--- TASK INSTRUCTIONS ---
Give the number of lines in these entries that contain the string "main", with no further comment.

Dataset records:
'''

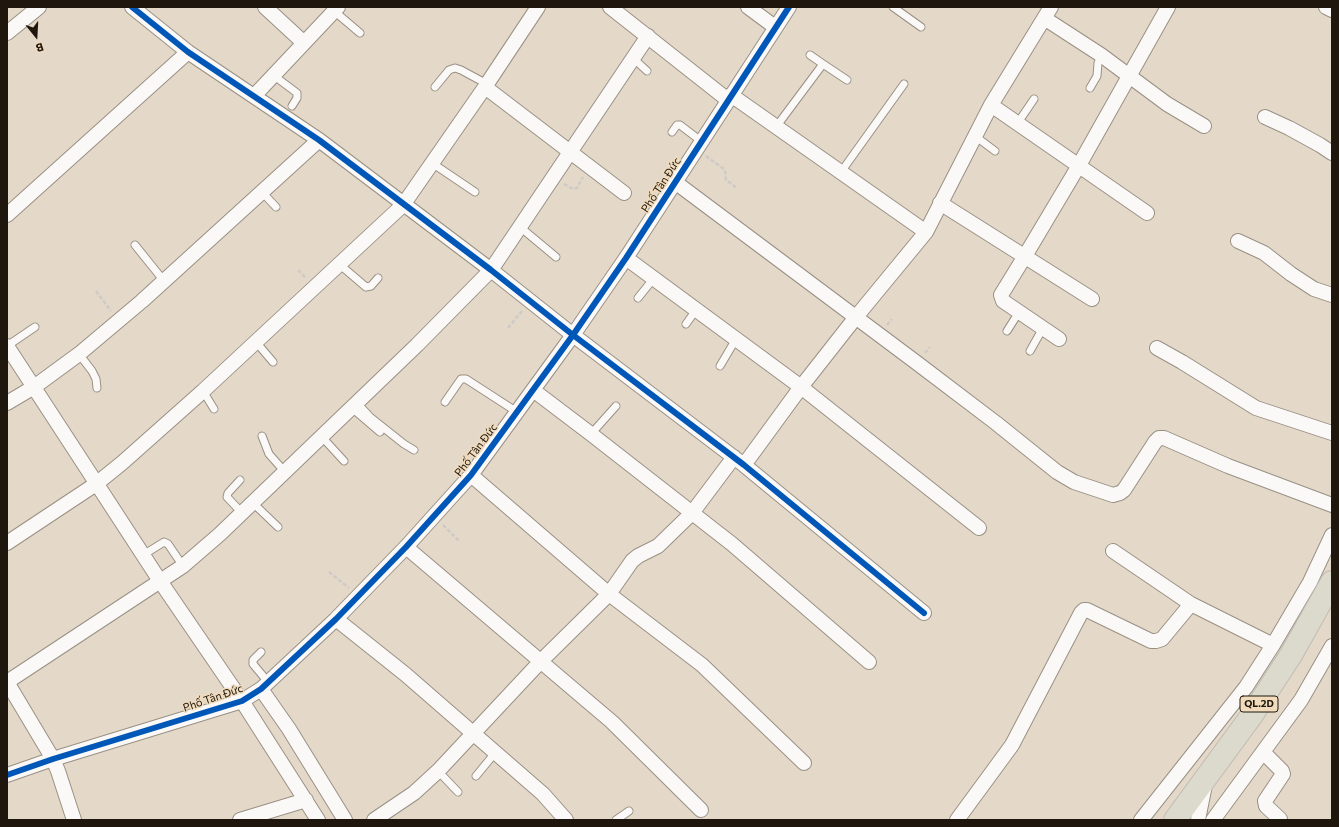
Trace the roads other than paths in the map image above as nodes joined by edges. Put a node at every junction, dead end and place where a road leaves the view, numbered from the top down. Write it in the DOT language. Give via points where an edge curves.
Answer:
graph roads {
  1 [pos="40,7"];
  2 [pos="132,7"];
  3 [pos="265,7"];
  4 [pos="538,7"];
  5 [pos="610,7"];
  6 [pos="748,7"];
  7 [pos="789,7"];
  8 [pos="893,7"];
  9 [pos="1168,7"];
  10 [pos="1326,7"];
  11 [pos="336,9"];
  12 [pos="1332,10"];
  13 [pos="1047,13"];
  14 [pos="775,27"];
  15 [pos="921,27"];
  16 [pos="7,33"];
  17 [pos="360,33"];
  18 [pos="648,36"];
  19 [pos="304,43"];
  20 [pos="188,52"];
  21 [pos="810,55"];
  22 [pos="1101,55"];
  23 [pos="633,58"];
  24 [pos="823,64"];
  25 [pos="647,71"];
  26 [pos="273,75"];
  27 [pos="1128,76"];
  28 [pos="847,80"];
  29 [pos="904,84"];
  30 [pos="486,85"];
  31 [pos="435,88"];
  32 [pos="1090,88"];
  33 [pos="254,96"];
  34 [pos="730,98"];
  35 [pos="1034,99"];
  36 [pos="991,105"];
  37 [pos="292,106"];
  38 [pos="1265,117"];
  39 [pos="1017,125"];
  40 [pos="1204,126"];
  41 [pos="776,127"];
  42 [pos="672,132"];
  43 [pos="975,136"];
  44 [pos="319,140"];
  45 [pos="699,145"];
  46 [pos="996,151"];
  47 [pos="570,152"];
  48 [pos="1332,153"];
  49 [pos="432,163"];
  50 [pos="1078,167"];
  51 [pos="841,172"];
  52 [pos="675,182"];
  53 [pos="262,192"];
  54 [pos="476,192"];
  55 [pos="624,193"];
  56 [pos="940,203"];
  57 [pos="403,205"];
  58 [pos="276,207"];
  59 [pos="1147,213"];
  60 [pos="7,215"];
  61 [pos="520,227"];
  62 [pos="926,232"];
  63 [pos="1238,241"];
  64 [pos="135,245"];
  65 [pos="1025,256"];
  66 [pos="556,257"];
  67 [pos="626,258"];
  68 [pos="339,264"];
  69 [pos="490,270"];
  70 [pos="378,278"];
  71 [pos="654,278"];
  72 [pos="164,281"];
  73 [pos="1332,296"];
  74 [pos="638,298"];
  75 [pos="1092,299"];
  76 [pos="696,310"];
  77 [pos="1019,312"];
  78 [pos="856,317"];
  79 [pos="686,324"];
  80 [pos="35,327"];
  81 [pos="1043,328"];
  82 [pos="1007,331"];
  83 [pos="572,335"];
  84 [pos="736,339"];
  85 [pos="1059,339"];
  86 [pos="256,342"];
  87 [pos="7,346"];
  88 [pos="1157,348"];
  89 [pos="1030,351"];
  90 [pos="79,354"];
  91 [pos="273,362"];
  92 [pos="720,366"];
  93 [pos="34,387"];
  94 [pos="801,387"];
  95 [pos="97,388"];
  96 [pos="533,390"];
  97 [pos="203,391"];
  98 [pos="445,402"];
  99 [pos="7,403"];
  100 [pos="355,406"];
  101 [pos="616,406"];
  102 [pos="214,409"];
  103 [pos="517,412"];
  104 [pos="380,432"];
  105 [pos="1332,433"];
  106 [pos="591,434"];
  107 [pos="262,436"];
  108 [pos="322,437"];
  109 [pos="414,450"];
  110 [pos="344,461"];
  111 [pos="739,461"];
  112 [pos="285,472"];
  113 [pos="471,475"];
  114 [pos="240,480"];
  115 [pos="96,484"];
  116 [pos="253,503"];
  117 [pos="1332,505"];
  118 [pos="242,513"];
  119 [pos="692,513"];
  120 [pos="278,527"];
  121 [pos="979,528"];
  122 [pos="1332,535"];
  123 [pos="7,543"];
  124 [pos="406,547"];
  125 [pos="1113,551"];
  126 [pos="143,555"];
  127 [pos="182,566"];
  128 [pos="160,581"];
  129 [pos="1330,587"];
  130 [pos="608,594"];
  131 [pos="1191,604"];
  132 [pos="924,613"];
  133 [pos="336,620"];
  134 [pos="1273,645"];
  135 [pos="1332,646"];
  136 [pos="261,652"];
  137 [pos="541,661"];
  138 [pos="869,662"];
  139 [pos="1261,664"];
  140 [pos="7,682"];
  141 [pos="264,685"];
  142 [pos="242,701"];
  143 [pos="1252,716"];
  144 [pos="473,733"];
  145 [pos="1263,752"];
  146 [pos="495,753"];
  147 [pos="53,759"];
  148 [pos="804,763"];
  149 [pos="438,771"];
  150 [pos="7,775"];
  151 [pos="476,776"];
  152 [pos="1206,779"];
  153 [pos="458,792"];
  154 [pos="306,800"];
  155 [pos="701,810"];
  156 [pos="629,811"];
  157 [pos="1280,819"];
  158 [pos="74,820"];
  159 [pos="240,820"];
  160 [pos="318,820"];
  161 [pos="345,820"];
  162 [pos="374,820"];
  163 [pos="566,820"];
  164 [pos="616,820"];
  165 [pos="957,820"];
  166 [pos="1141,820"];
  167 [pos="1175,820"];
  168 [pos="1198,820"];
  169 [pos="1213,820"];
  1 -- 16 [label="street"];
  2 -- 20 [label="street"];
  3 -- 19 [label="street"];
  4 -- 30 [label="street"];
  5 -- 18 [label="street"];
  6 -- 14 [label="street"];
  7 -- 14 [label="street, Phố Tân Đức"];
  8 -- 15 [label="lane"];
  9 -- 27 [label="street"];
  10 -- 12 [label="street"];
  11 -- 17 [label="lane"];
  11 -- 19 [label="street"];
  13 -- 22 [label="street"];
  13 -- 36 [label="street"];
  14 -- 34 [label="street, Phố Tân Đức"];
  18 -- 23 [label="street"];
  18 -- 34 [label="street"];
  19 -- 26 [label="street"];
  20 -- 33 [label="street"];
  20 -- 60 [label="street"];
  21 -- 24 [label="lane"];
  22 -- 27 [label="street"];
  22 -- 32 [label="lane" via="1097,76"];
  23 -- 25 [label="lane"];
  23 -- 47 [label="street"];
  24 -- 28 [label="lane"];
  24 -- 41 [label="lane"];
  26 -- 33 [label="street"];
  26 -- 37 [label="lane" via="297,93"];
  27 -- 40 [label="street"];
  27 -- 50 [label="street"];
  29 -- 51 [label="lane"];
  30 -- 31 [label="lane" via="455,68 449,70"];
  30 -- 47 [label="street"];
  30 -- 49 [label="street"];
  33 -- 44 [label="street"];
  34 -- 41 [label="street"];
  34 -- 45 [label="street, Phố Tân Đức"];
  35 -- 39 [label="lane"];
  36 -- 39 [label="street"];
  36 -- 43 [label="street"];
  38 -- 48 [label="street"];
  39 -- 50 [label="street"];
  41 -- 51 [label="street"];
  42 -- 45 [label="lane" via="680,125"];
  43 -- 46 [label="lane"];
  43 -- 56 [label="street"];
  44 -- 53 [label="street"];
  44 -- 57 [label="street"];
  45 -- 52 [label="street, Phố Tân Đức"];
  47 -- 55 [label="street"];
  47 -- 61 [label="street"];
  49 -- 54 [label="lane"];
  49 -- 57 [label="street"];
  50 -- 59 [label="street"];
  50 -- 65 [label="street"];
  51 -- 62 [label="street"];
  52 -- 67 [label="street, Phố Tân Đức"];
  52 -- 78 [label="street"];
  53 -- 58 [label="lane"];
  53 -- 72 [label="street"];
  56 -- 62 [label="street"];
  56 -- 65 [label="street"];
  57 -- 68 [label="street"];
  57 -- 69 [label="street"];
  61 -- 66 [label="lane"];
  61 -- 69 [label="street"];
  62 -- 78 [label="street"];
  63 -- 73 [label="street" via="1264,253 1314,289"];
  64 -- 72 [label="lane"];
  65 -- 75 [label="street"];
  65 -- 77 [label="street" via="1001,295 1003,302"];
  67 -- 71 [label="street"];
  67 -- 83 [label="street, Phố Tân Đức"];
  68 -- 70 [label="lane" via="366,286 371,286"];
  68 -- 86 [label="street"];
  69 -- 83 [label="street"];
  69 -- 100 [label="street"];
  71 -- 74 [label="lane"];
  71 -- 76 [label="street"];
  72 -- 90 [label="street"];
  76 -- 79 [label="lane"];
  76 -- 84 [label="street"];
  77 -- 81 [label="street"];
  77 -- 82 [label="lane"];
  78 -- 94 [label="street"];
  78 -- 117 [label="street" via="1047,465 1074,482 1113,495 1120,493 1155,442 1159,438 1164,438 1228,466"];
  80 -- 87 [label="lane"];
  81 -- 85 [label="street"];
  81 -- 89 [label="lane"];
  83 -- 96 [label="street, Phố Tân Đức"];
  83 -- 111 [label="street"];
  84 -- 92 [label="lane"];
  84 -- 94 [label="street"];
  86 -- 91 [label="lane"];
  86 -- 97 [label="street"];
  87 -- 93 [label="street"];
  88 -- 105 [label="street" via="1256,408"];
  90 -- 93 [label="street"];
  90 -- 95 [label="lane" via="92,371"];
  93 -- 99 [label="street"];
  93 -- 115 [label="street"];
  94 -- 111 [label="street"];
  94 -- 121 [label="street"];
  96 -- 103 [label="street, Phố Tân Đức"];
  96 -- 106 [label="street"];
  97 -- 102 [label="lane"];
  97 -- 115 [label="street"];
  98 -- 103 [label="lane" via="461,379 466,379"];
  100 -- 104 [label="lane"];
  100 -- 108 [label="street"];
  100 -- 109 [label="lane"];
  101 -- 106 [label="lane"];
  103 -- 113 [label="street, Phố Tân Đức"];
  106 -- 119 [label="street"];
  107 -- 112 [label="lane" via="269,454"];
  108 -- 110 [label="lane"];
  108 -- 112 [label="street"];
  111 -- 119 [label="street"];
  111 -- 132 [label="street"];
  112 -- 116 [label="street"];
  113 -- 124 [label="street, Phố Tân Đức"];
  113 -- 130 [label="street"];
  114 -- 118 [label="lane" via="227,497"];
  115 -- 123 [label="street"];
  115 -- 126 [label="street"];
  116 -- 118 [label="street"];
  116 -- 120 [label="lane"];
  118 -- 127 [label="street"];
  119 -- 130 [label="street" via="658,546 638,556"];
  119 -- 138 [label="street" via="732,544"];
  122 -- 134 [label="street" via="1310,582"];
  124 -- 133 [label="street, Phố Tân Đức"];
  124 -- 137 [label="street"];
  125 -- 131 [label="street"];
  126 -- 127 [label="lane" via="164,542"];
  126 -- 128 [label="street"];
  127 -- 128 [label="street"];
  128 -- 140 [label="street"];
  128 -- 142 [label="street"];
  129 -- 143 [label="main road, QL.2D"];
  130 -- 137 [label="street"];
  130 -- 148 [label="street" via="702,665"];
  131 -- 134 [label="street"];
  131 -- 165 [label="street" via="1162,639 1156,641 1084,610 1012,745"];
  133 -- 141 [label="street, Phố Tân Đức"];
  133 -- 144 [label="street" via="405,674"];
  134 -- 139 [label="street"];
  135 -- 145 [label="street" via="1301,700"];
  136 -- 141 [label="lane" via="253,660 253,664"];
  137 -- 144 [label="street"];
  137 -- 155 [label="street" via="612,722"];
  139 -- 143 [label="street"];
  139 -- 166 [label="street" via="1246,687"];
  140 -- 147 [label="street"];
  141 -- 142 [label="street, Phố Tân Đức"];
  141 -- 161 [label="street"];
  142 -- 147 [label="street, Phố Tân Đức"];
  142 -- 154 [label="street"];
  143 -- 152 [label="main road, QL.2D"];
  144 -- 146 [label="street"];
  144 -- 149 [label="street"];
  145 -- 157 [label="street" via="1282,770 1283,774 1265,801 1266,806"];
  145 -- 169 [label="street"];
  146 -- 151 [label="lane"];
  146 -- 163 [label="street" via="543,794"];
  147 -- 150 [label="street, Phố Tân Đức"];
  147 -- 158 [label="street"];
  149 -- 153 [label="lane"];
  149 -- 162 [label="street" via="414,793"];
  152 -- 167 [label="main road, QL.2D"];
  152 -- 168 [label="street"];
  154 -- 159 [label="street"];
  154 -- 160 [label="street"];
  156 -- 164 [label="lane"];
}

'''

--- EXERCISE OUTPUT ---
3